In chronic sinusitis, the condition recurs or endures longer than 12 consecutive weeks. Chronic sinusitis is one of the most commonly diagnosed chronic illnesses in the United States, affecting 30 to 40 million Americans each year. Chronic sinusitis begins with an inflammation of the mucous membranes in the sinuses which prevents normal mucus drainage.

Chronic sinusitis can significantly impair one’s quality of life. Patients commonly suffer from nasal obstruction, frequent headaches, and tenderness in the face or aching behind the eyes. In addition, there may be chronic yellow or greenish discharge from the nose or drainage down the back of the throat.

Although chronic sinusitis is often caused by infections of the upper respiratory tract (nose, sinuses, and throat) there are also noninfectious triggers. Allergies, smoking, nasal polyps, mold and fungi can also be a factor. Abnormally narrow sinus passages, which can impede drainage from the sinus cavities, can also contribute. Recurrent bouts of sinusitis may result in increased inflammation of the nasal or sinus mucosa and each instance can potentially further narrow the sinus openings.

Treatment:

  • Antibiotics. Antibiotics are chosen based on culture results, extent of disease,and/or medical judgment.
  • Saline Nasal Sprays. Over-the-counter saline nasal sprays help reduce nasal congestion. They are effective, safe and nonirritating. Saline nasal sprays provide moisture to the nasal passages, especially during cold or dry seasons. When the nasal passages are dry, stagnation of mucus and mild nasal crusting may occur. Bacterial infections can develop under these crusts. Saline sprays clean the nasal passages of crusts and mucus and also help the natural cleaning system of the nasal passages.
  • Decongestants. Decongestants fight nasal congestion by temporarily constricting the blood vessels. By reducing the size of the blood vessels, the nasal mucosal swelling, and therefore the nasal and sinus congestion are reduced. Decongestants are available in pill form as well as nasal sprays. Please be aware that over the counter nasal decongestant sprays can cause a “rebound effect” when used longer than the recommended period. This results in worsening of the nasal congestion after the medication has been stopped. In addition, decongestant pills may increase blood pressure and heart rate.
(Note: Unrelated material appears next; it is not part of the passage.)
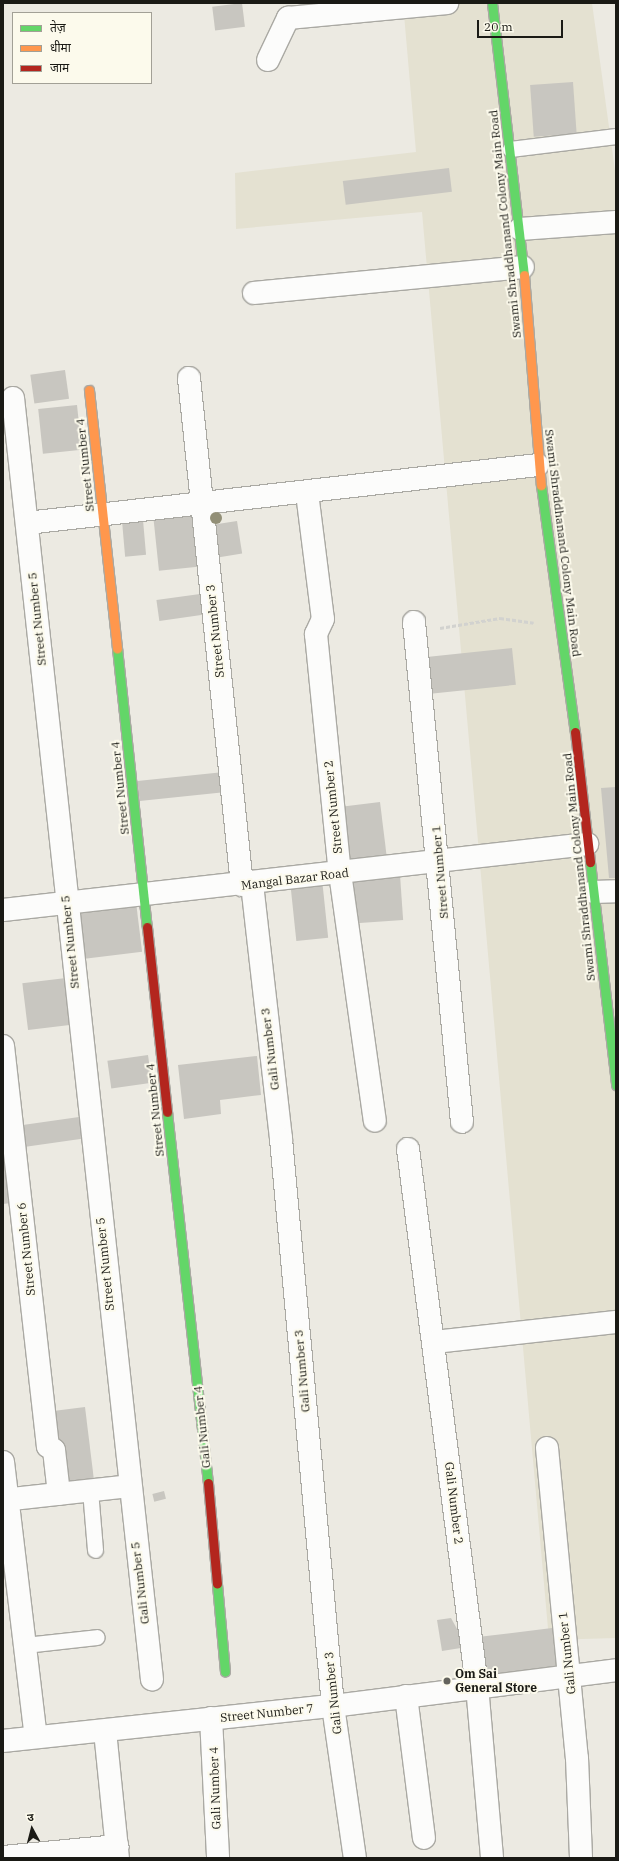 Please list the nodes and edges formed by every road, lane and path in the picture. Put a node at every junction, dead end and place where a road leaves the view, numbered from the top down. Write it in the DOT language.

Decongestants should not be taken without first checking with a physician if the patient has heart disease, high blood pressure, prostate problems, diabetes, or thyroid problems.
  • Inhaled Nasal Steroids. Inhaled nasal steroids, or corticosteroids, are inhaled nasal sprays that reduce nasal and sinus symptoms. They do not cause a “rebound effect.” They decrease the swelling in the nose and sinuses, thus reducing the congestion and allowing for drainage of the sinuses.
  • Allergy Shots (Immunotherapy). If allergies are contributing to the chronic sinusitis, desensitization to the allergens may help alleviate the condition. The goal of allergy shots is to “train” the immune system over time to be better able to tolerate the allergens that trigger the symptoms. Allergy testing is used to help identify the specific allergens that are causing the reactions. Allergy shots contain small amounts of these allergens and are given on a regular schedule so that the body gets used to the allergens and no longer overreacts to them.
  • Endoscopic Sinus Surgery. In cases that fail to respond to medication, endoscopic sinus surgery may be an option.
  • Balloon Sinuplasty. Balloon sinuplasty offers the surgeon an additional tool for sinus surgery. This may be performed by itself or used in conjunction with endoscopic sinus surgery.